* [Goal of the exercise]
All of the data is to be set down again without any alteration.

* [Records to process]
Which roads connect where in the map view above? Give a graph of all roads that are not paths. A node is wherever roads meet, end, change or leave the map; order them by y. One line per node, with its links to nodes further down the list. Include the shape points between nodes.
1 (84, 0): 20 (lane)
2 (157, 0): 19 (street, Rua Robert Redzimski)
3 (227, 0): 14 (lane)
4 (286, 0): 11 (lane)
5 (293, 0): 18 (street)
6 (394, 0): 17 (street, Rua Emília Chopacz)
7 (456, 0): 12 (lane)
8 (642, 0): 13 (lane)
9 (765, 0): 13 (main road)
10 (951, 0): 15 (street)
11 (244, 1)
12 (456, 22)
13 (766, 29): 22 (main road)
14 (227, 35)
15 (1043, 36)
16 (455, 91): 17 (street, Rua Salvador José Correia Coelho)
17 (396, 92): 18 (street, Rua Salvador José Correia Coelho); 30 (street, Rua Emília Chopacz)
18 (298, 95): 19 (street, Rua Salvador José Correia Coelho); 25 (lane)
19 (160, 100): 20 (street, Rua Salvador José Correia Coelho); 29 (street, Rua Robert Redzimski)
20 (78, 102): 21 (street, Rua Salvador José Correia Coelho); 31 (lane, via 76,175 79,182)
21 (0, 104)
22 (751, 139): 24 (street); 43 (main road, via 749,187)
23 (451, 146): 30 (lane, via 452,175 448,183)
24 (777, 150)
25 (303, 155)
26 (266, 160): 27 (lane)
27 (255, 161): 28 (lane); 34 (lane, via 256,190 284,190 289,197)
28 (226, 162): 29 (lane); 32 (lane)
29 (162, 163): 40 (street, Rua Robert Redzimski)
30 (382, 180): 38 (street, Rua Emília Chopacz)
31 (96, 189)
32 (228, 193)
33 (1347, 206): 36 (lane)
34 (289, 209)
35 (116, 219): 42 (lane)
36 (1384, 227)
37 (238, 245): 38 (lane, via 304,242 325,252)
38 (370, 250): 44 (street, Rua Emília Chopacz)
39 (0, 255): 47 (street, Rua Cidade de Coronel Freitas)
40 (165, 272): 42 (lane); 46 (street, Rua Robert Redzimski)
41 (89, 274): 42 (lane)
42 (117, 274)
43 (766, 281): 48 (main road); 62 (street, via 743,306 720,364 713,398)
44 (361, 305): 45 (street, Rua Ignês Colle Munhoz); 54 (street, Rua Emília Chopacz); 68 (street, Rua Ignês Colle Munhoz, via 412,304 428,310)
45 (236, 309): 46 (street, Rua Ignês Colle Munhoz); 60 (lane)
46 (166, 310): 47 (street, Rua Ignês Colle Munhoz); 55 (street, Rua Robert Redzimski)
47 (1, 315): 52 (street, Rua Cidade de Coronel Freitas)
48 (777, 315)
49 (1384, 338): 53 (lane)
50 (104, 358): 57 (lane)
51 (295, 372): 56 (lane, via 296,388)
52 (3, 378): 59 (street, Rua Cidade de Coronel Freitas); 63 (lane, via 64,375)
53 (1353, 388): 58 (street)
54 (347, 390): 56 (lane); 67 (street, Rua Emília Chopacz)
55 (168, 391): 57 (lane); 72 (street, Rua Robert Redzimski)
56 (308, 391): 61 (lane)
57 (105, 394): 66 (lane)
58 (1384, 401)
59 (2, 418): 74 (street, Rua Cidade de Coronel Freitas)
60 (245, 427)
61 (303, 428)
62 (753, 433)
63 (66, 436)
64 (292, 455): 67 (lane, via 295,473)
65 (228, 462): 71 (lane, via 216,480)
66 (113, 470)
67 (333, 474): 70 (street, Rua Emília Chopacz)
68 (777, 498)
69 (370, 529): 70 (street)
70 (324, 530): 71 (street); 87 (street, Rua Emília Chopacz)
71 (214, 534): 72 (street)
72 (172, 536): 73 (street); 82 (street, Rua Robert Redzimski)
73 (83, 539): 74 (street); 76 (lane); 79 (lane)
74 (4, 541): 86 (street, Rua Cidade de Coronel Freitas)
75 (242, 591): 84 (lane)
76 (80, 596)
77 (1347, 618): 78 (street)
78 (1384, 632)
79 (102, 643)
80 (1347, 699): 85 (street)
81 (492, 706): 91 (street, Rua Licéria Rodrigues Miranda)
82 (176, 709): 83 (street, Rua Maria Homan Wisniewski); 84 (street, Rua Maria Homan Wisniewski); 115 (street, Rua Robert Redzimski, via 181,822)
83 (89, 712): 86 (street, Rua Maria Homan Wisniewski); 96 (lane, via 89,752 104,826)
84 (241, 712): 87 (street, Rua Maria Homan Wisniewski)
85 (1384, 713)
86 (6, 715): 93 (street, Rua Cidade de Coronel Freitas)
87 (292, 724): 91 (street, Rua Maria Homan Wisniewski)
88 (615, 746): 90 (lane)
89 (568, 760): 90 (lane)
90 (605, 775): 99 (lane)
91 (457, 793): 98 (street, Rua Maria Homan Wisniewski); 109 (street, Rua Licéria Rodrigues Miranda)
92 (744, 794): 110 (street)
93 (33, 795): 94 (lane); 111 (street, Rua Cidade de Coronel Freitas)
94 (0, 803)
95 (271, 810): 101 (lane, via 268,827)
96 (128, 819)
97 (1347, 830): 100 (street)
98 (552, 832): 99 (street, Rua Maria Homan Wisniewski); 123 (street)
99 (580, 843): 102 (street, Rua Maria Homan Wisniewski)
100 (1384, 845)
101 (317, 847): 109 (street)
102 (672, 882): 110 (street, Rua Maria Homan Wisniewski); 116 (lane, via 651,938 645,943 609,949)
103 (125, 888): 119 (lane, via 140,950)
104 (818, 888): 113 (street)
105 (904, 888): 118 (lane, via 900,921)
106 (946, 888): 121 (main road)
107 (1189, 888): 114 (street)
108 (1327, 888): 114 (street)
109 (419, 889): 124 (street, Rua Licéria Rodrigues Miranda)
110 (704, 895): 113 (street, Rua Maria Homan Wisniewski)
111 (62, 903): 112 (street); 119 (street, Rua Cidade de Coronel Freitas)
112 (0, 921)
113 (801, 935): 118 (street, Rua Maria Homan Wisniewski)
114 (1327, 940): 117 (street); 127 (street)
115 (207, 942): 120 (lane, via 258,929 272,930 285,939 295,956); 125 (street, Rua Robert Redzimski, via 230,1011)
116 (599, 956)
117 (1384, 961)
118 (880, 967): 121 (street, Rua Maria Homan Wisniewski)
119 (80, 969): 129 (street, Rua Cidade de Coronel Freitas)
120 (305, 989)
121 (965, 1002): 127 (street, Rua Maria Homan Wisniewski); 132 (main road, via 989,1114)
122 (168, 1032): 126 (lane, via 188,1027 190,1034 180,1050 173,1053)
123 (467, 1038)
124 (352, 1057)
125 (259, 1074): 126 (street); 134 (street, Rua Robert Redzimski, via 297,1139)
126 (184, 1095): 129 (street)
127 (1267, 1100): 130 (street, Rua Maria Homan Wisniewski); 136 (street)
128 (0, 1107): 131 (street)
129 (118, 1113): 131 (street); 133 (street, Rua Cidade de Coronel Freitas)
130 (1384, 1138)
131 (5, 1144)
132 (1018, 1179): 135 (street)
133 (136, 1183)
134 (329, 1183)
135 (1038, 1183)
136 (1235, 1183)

* [Your solution]
Which roads connect where in the map view above? Give a graph of all roads that are not paths. A node is wherever roads meet, end, change or leave the map; order them by y. One line per node, with its links to nodes further down the list. Include the shape points between nodes.
1 (84, 0): 20 (lane)
2 (157, 0): 19 (street, Rua Robert Redzimski)
3 (227, 0): 14 (lane)
4 (286, 0): 11 (lane)
5 (293, 0): 18 (street)
6 (394, 0): 17 (street, Rua Emília Chopacz)
7 (456, 0): 12 (lane)
8 (642, 0): 13 (lane)
9 (765, 0): 13 (main road)
10 (951, 0): 15 (street)
11 (244, 1)
12 (456, 22)
13 (766, 29): 22 (main road)
14 (227, 35)
15 (1043, 36)
16 (455, 91): 17 (street, Rua Salvador José Correia Coelho)
17 (396, 92): 18 (street, Rua Salvador José Correia Coelho); 30 (street, Rua Emília Chopacz)
18 (298, 95): 19 (street, Rua Salvador José Correia Coelho); 25 (lane)
19 (160, 100): 20 (street, Rua Salvador José Correia Coelho); 29 (street, Rua Robert Redzimski)
20 (78, 102): 21 (street, Rua Salvador José Correia Coelho); 31 (lane, via 76,175 79,182)
21 (0, 104)
22 (751, 139): 24 (street); 43 (main road, via 749,187)
23 (451, 146): 30 (lane, via 452,175 448,183)
24 (777, 150)
25 (303, 155)
26 (266, 160): 27 (lane)
27 (255, 161): 28 (lane); 34 (lane, via 256,190 284,190 289,197)
28 (226, 162): 29 (lane); 32 (lane)
29 (162, 163): 40 (street, Rua Robert Redzimski)
30 (382, 180): 38 (street, Rua Emília Chopacz)
31 (96, 189)
32 (228, 193)
33 (1347, 206): 36 (lane)
34 (289, 209)
35 (116, 219): 42 (lane)
36 (1384, 227)
37 (238, 245): 38 (lane, via 304,242 325,252)
38 (370, 250): 44 (street, Rua Emília Chopacz)
39 (0, 255): 47 (street, Rua Cidade de Coronel Freitas)
40 (165, 272): 42 (lane); 46 (street, Rua Robert Redzimski)
41 (89, 274): 42 (lane)
42 (117, 274)
43 (766, 281): 48 (main road); 62 (street, via 743,306 720,364 713,398)
44 (361, 305): 45 (street, Rua Ignês Colle Munhoz); 54 (street, Rua Emília Chopacz); 68 (street, Rua Ignês Colle Munhoz, via 412,304 428,310)
45 (236, 309): 46 (street, Rua Ignês Colle Munhoz); 60 (lane)
46 (166, 310): 47 (street, Rua Ignês Colle Munhoz); 55 (street, Rua Robert Redzimski)
47 (1, 315): 52 (street, Rua Cidade de Coronel Freitas)
48 (777, 315)
49 (1384, 338): 53 (lane)
50 (104, 358): 57 (lane)
51 (295, 372): 56 (lane, via 296,388)
52 (3, 378): 59 (street, Rua Cidade de Coronel Freitas); 63 (lane, via 64,375)
53 (1353, 388): 58 (street)
54 (347, 390): 56 (lane); 67 (street, Rua Emília Chopacz)
55 (168, 391): 57 (lane); 72 (street, Rua Robert Redzimski)
56 (308, 391): 61 (lane)
57 (105, 394): 66 (lane)
58 (1384, 401)
59 (2, 418): 74 (street, Rua Cidade de Coronel Freitas)
60 (245, 427)
61 (303, 428)
62 (753, 433)
63 (66, 436)
64 (292, 455): 67 (lane, via 295,473)
65 (228, 462): 71 (lane, via 216,480)
66 (113, 470)
67 (333, 474): 70 (street, Rua Emília Chopacz)
68 (777, 498)
69 (370, 529): 70 (street)
70 (324, 530): 71 (street); 87 (street, Rua Emília Chopacz)
71 (214, 534): 72 (street)
72 (172, 536): 73 (street); 82 (street, Rua Robert Redzimski)
73 (83, 539): 74 (street); 76 (lane); 79 (lane)
74 (4, 541): 86 (street, Rua Cidade de Coronel Freitas)
75 (242, 591): 84 (lane)
76 (80, 596)
77 (1347, 618): 78 (street)
78 (1384, 632)
79 (102, 643)
80 (1347, 699): 85 (street)
81 (492, 706): 91 (street, Rua Licéria Rodrigues Miranda)
82 (176, 709): 83 (street, Rua Maria Homan Wisniewski); 84 (street, Rua Maria Homan Wisniewski); 115 (street, Rua Robert Redzimski, via 181,822)
83 (89, 712): 86 (street, Rua Maria Homan Wisniewski); 96 (lane, via 89,752 104,826)
84 (241, 712): 87 (street, Rua Maria Homan Wisniewski)
85 (1384, 713)
86 (6, 715): 93 (street, Rua Cidade de Coronel Freitas)
87 (292, 724): 91 (street, Rua Maria Homan Wisniewski)
88 (615, 746): 90 (lane)
89 (568, 760): 90 (lane)
90 (605, 775): 99 (lane)
91 (457, 793): 98 (street, Rua Maria Homan Wisniewski); 109 (street, Rua Licéria Rodrigues Miranda)
92 (744, 794): 110 (street)
93 (33, 795): 94 (lane); 111 (street, Rua Cidade de Coronel Freitas)
94 (0, 803)
95 (271, 810): 101 (lane, via 268,827)
96 (128, 819)
97 (1347, 830): 100 (street)
98 (552, 832): 99 (street, Rua Maria Homan Wisniewski); 123 (street)
99 (580, 843): 102 (street, Rua Maria Homan Wisniewski)
100 (1384, 845)
101 (317, 847): 109 (street)
102 (672, 882): 110 (street, Rua Maria Homan Wisniewski); 116 (lane, via 651,938 645,943 609,949)
103 (125, 888): 119 (lane, via 140,950)
104 (818, 888): 113 (street)
105 (904, 888): 118 (lane, via 900,921)
106 (946, 888): 121 (main road)
107 (1189, 888): 114 (street)
108 (1327, 888): 114 (street)
109 (419, 889): 124 (street, Rua Licéria Rodrigues Miranda)
110 (704, 895): 113 (street, Rua Maria Homan Wisniewski)
111 (62, 903): 112 (street); 119 (street, Rua Cidade de Coronel Freitas)
112 (0, 921)
113 (801, 935): 118 (street, Rua Maria Homan Wisniewski)
114 (1327, 940): 117 (street); 127 (street)
115 (207, 942): 120 (lane, via 258,929 272,930 285,939 295,956); 125 (street, Rua Robert Redzimski, via 230,1011)
116 (599, 956)
117 (1384, 961)
118 (880, 967): 121 (street, Rua Maria Homan Wisniewski)
119 (80, 969): 129 (street, Rua Cidade de Coronel Freitas)
120 (305, 989)
121 (965, 1002): 127 (street, Rua Maria Homan Wisniewski); 132 (main road, via 989,1114)
122 (168, 1032): 126 (lane, via 188,1027 190,1034 180,1050 173,1053)
123 (467, 1038)
124 (352, 1057)
125 (259, 1074): 126 (street); 134 (street, Rua Robert Redzimski, via 297,1139)
126 (184, 1095): 129 (street)
127 (1267, 1100): 130 (street, Rua Maria Homan Wisniewski); 136 (street)
128 (0, 1107): 131 (street)
129 (118, 1113): 131 (street); 133 (street, Rua Cidade de Coronel Freitas)
130 (1384, 1138)
131 (5, 1144)
132 (1018, 1179): 135 (street)
133 (136, 1183)
134 (329, 1183)
135 (1038, 1183)
136 (1235, 1183)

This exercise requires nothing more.